▶ [Exercise prompt]:
Find the word "Gabelsbergerstraße" in the listing. Copy out each line where it occurs.

▶ [Raw data]:
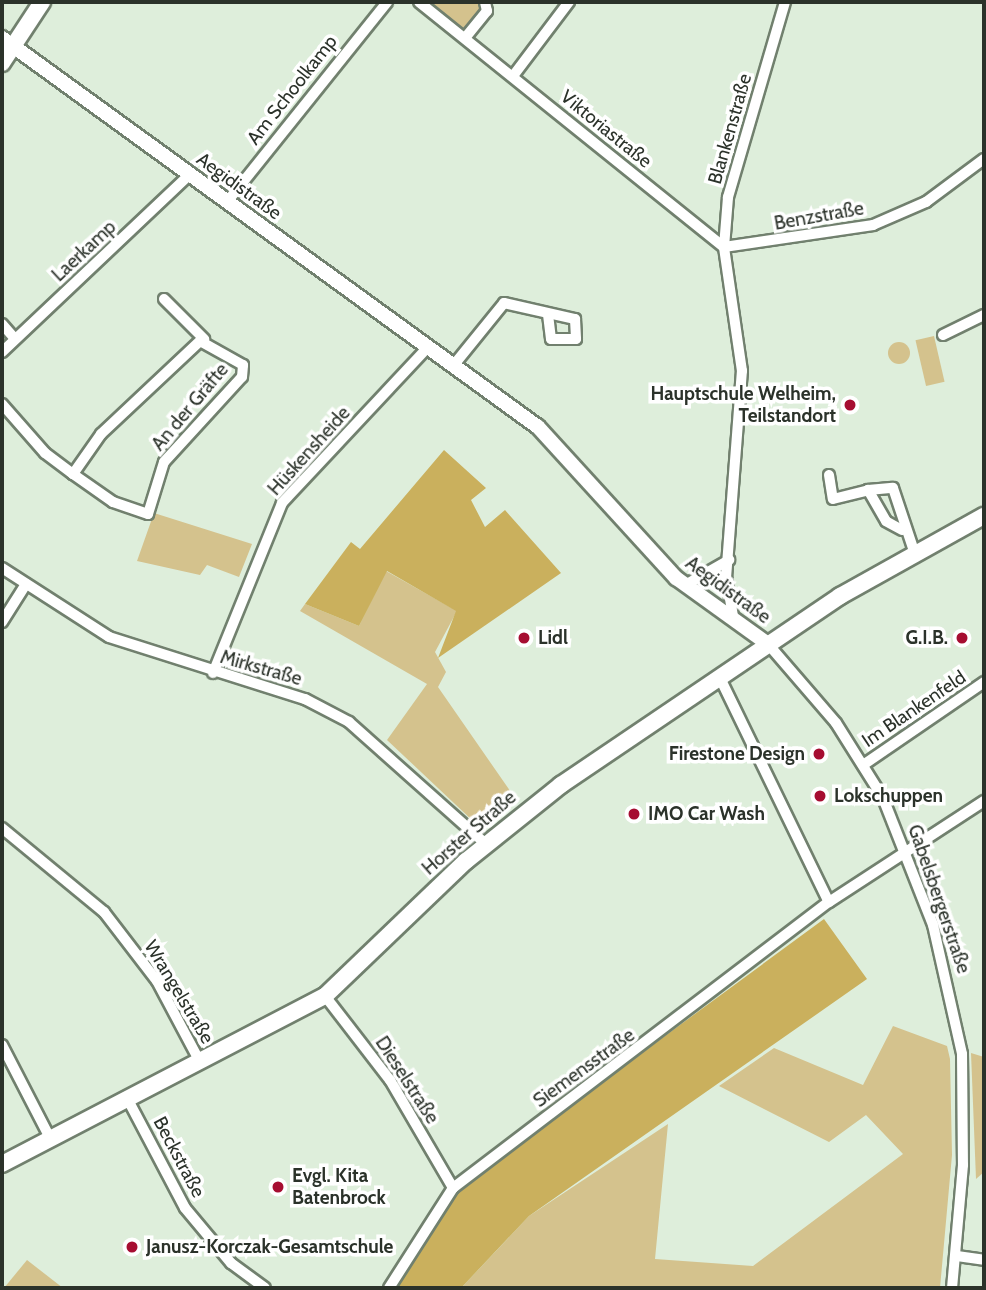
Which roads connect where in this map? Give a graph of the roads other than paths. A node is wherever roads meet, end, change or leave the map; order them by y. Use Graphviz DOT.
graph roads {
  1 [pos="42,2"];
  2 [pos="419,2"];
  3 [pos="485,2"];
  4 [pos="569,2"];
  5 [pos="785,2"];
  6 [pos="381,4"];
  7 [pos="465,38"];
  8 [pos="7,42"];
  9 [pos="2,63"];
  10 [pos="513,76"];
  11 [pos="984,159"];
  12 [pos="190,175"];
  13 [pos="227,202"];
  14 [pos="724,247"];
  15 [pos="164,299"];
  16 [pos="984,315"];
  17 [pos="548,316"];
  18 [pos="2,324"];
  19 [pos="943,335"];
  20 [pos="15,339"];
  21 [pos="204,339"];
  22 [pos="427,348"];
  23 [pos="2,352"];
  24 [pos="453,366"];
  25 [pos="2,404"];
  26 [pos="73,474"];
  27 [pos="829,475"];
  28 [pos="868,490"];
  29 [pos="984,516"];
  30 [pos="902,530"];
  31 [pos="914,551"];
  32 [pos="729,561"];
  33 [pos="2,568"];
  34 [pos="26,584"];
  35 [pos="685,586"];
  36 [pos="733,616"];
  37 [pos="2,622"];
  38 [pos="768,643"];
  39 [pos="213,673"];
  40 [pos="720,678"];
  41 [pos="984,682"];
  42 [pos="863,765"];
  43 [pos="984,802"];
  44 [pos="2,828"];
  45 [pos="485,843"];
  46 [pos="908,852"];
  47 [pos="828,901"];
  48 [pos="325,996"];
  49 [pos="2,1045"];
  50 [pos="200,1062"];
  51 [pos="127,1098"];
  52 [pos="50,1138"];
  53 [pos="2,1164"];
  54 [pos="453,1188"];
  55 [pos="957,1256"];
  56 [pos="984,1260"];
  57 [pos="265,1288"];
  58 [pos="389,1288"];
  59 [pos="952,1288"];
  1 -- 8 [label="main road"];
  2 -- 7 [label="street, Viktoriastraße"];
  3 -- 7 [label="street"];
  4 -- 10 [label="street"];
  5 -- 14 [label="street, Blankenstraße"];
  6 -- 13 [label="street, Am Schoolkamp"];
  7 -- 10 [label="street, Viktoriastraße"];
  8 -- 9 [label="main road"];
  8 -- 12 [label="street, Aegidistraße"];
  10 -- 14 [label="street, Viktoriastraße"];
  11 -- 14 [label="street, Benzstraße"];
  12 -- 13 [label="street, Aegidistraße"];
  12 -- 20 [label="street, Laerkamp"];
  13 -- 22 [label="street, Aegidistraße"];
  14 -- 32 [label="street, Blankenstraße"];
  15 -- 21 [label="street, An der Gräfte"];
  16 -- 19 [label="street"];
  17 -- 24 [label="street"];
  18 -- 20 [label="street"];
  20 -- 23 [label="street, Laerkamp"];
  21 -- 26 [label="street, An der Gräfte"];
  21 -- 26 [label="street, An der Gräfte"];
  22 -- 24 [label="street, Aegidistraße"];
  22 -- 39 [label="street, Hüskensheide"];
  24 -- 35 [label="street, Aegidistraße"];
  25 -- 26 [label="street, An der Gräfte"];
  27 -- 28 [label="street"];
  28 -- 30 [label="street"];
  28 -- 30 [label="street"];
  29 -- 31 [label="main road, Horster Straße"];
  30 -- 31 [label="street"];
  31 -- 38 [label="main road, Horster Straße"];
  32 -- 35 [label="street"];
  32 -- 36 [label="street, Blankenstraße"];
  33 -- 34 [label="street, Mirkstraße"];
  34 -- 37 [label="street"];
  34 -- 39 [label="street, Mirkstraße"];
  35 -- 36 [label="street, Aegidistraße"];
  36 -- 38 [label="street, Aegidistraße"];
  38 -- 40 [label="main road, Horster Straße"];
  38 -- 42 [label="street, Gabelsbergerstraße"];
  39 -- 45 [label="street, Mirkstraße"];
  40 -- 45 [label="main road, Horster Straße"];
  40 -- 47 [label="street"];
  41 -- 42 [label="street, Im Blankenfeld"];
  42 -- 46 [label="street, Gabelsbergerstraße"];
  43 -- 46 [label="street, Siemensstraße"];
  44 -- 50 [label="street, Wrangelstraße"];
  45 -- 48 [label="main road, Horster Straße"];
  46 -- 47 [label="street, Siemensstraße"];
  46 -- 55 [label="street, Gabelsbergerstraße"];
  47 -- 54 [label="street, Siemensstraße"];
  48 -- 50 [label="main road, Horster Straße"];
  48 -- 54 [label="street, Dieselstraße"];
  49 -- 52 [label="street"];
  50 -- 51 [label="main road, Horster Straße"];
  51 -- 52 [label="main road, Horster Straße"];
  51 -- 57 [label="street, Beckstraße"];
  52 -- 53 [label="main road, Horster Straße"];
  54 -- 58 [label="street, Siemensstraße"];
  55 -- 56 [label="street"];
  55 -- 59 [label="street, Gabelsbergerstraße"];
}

▶ [Exercise response]:
  38 -- 42 [label="street, Gabelsbergerstraße"];
  42 -- 46 [label="street, Gabelsbergerstraße"];
  46 -- 55 [label="street, Gabelsbergerstraße"];
  55 -- 59 [label="street, Gabelsbergerstraße"];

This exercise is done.